As for Ernst Röhm, sitting in his cell inside Stadelheim prison - at first Hitler hesitated but was gradually prodded by Göring and Himmler into approving his death. Röhm was then given a pistol containing a single bullet and a time limit of ten minutes in which to commit suicide. But Röhm, arrogant to the end, refused. "If I am to be killed let Adolf do it himself."
Two SS officers, one of whom was Dachau Kommandant, Theodor Eicke, entered Röhm's cell after fifteen minutes and shot him point blank. Reportedly, Röhm's last words were: "Mein Führer, Mein Führer!" To which the brutal-minded Eicke responded: "You should have thought of that before!

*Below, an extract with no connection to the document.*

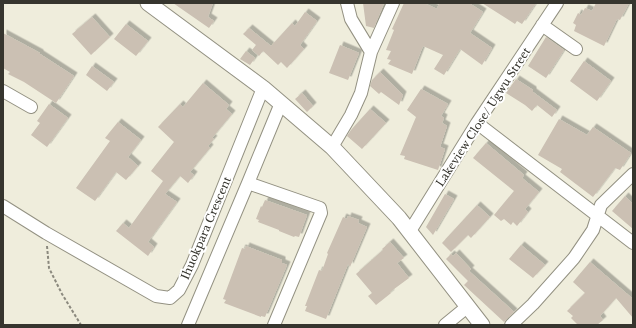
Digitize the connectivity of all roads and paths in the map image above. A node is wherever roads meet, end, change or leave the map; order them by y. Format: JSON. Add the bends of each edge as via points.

It's too late now."
Other high-ranking SA captives in the prison had been systematically finished-off by a firing squad composed of members of the Leibstandarte-SS under Dietrich's command. Each of the doomed SA men had been informed by Dietrich: "You have been condemned to death by the Führer for high treason. Heil Hitler!"
Another SS firing squad operated at the Lichterfelde Barracks near Berlin, home quarters of the Leibstandarte-SS. Shots rang out every twenty minutes like clockwork as SA men were put before the wall, followed by the command: "By order of the Führer. Aim. Fire!"
On Sunday evening, July 1, while some of the shooting was still going on, Hitler hosted an innocent looking tea party in the garden of the Reich Chancellery in Berlin for cabinet members and their families to give the appearance things were getting back to normal.
At 4 a.m., Monday, July 2, the bloody 72-hour purge ended on Hitler's say. The exact number of murders is unknown since all Gestapo documents related to the purge were destroyed. Estimates vary widely from 200 to as high as a thousand or more. Fewer than half of those murdered were SA men. A lot of old scores had been settled by Hitler, Göring, Himmler, and Heydrich.
And a few mistakes were made. In one case, a man named Willi Schmid was at home with his family playing the cello. Four SS men rang the doorbell, entered and abruptly hauled him away, leaving his wife and three young children behind gazing in disbelief. Apparently, they had mistaken Dr. Willi Schmid, respected music critic for a Munich newspaper, for another Schmid on the enemies list. Nevertheless, they shot him anyway. The body of Dr. Schmid was later returned to his family in a sealed coffin with orders from the Gestapo that it should never be opened.
Immediately after the purge, Hitler received a congratulatory telegram from President Hindenburg commending his "decided action and gallant personal intervention which have nipped treason in the bud and rescued the German people from great danger." Likewise, the German Army generals echoed their approval.
For Hitler, the only task remaining now was to somehow explain it all to the shell-shocked German people and the incredulous foreign press corp. On July 13, he appeared before the Nazi Reichstag and gave a two-hour emotional speech which turned out to be one of the most important of his career. He justified the murders by citing the various putsch rumors as fact and then took full responsibility for his actions, announcing that seventy-seven had indeed perished.
"If anyone reproaches me and asks why I did not resort to the regular courts of justice, then all I can say is this: In this hour I was responsible for the fate of the German people, and thereby I became the supreme judge of the German people!"
"It was no secret that this time the revolution would have to be bloody; when we spoke of it we called it the 'Night of the Long Knives.' Everyone must know for all future time that if he raises his hand to strike the State, then certain death is his lot!"
Not only had Hitler eliminated the Brownshirt threat, but now he proclaimed himself to be the supreme judge of the German people, in effect placing himself above the law.
The German Army generals, by condoning the purge, locked themselves in step with Hitler and began the long journey that would take them over the next eleven years to the brink of world conquest and finally to the hanging docks at Nuremberg.
A few weeks after the purge, Hitler rewarded Himmler by raising the SS to independent status. No longer part of the SA, Himmler would now answer only to Hitler. Reinhard Heydrich, co-mastermind of the purge, was promoted to SS-Gruppenführer (Lieutenant-General). Himmler rewarded the SS men who did the actual shooting by giving each one a specially inscribed SS dagger.
The Brownshirts ceased to be a threat to Hitler and over time all but disappeared into the regular Army after Hitler re-introduced military conscription. But Germany now had a new and even bigger threat, Himmler's black-coated SS. Absolutely loyal to Hitler, they would kill anyone on command and would become the Führer's personal instrument of terror on a continental scale as well as a gigantic military force.
Now, in the summer of 1934, there was only one man who stood between Adolf Hitler and absolute power in Germany. And that man, 87-year-old President Paul von Hindenburg, lay dying at his country estate. For several weeks, everyone awaited the Old Gentleman's demise with a nagging sense of uncertainty over what it might mean for Germany's future. Hitler, however, knew exactly what it would mean.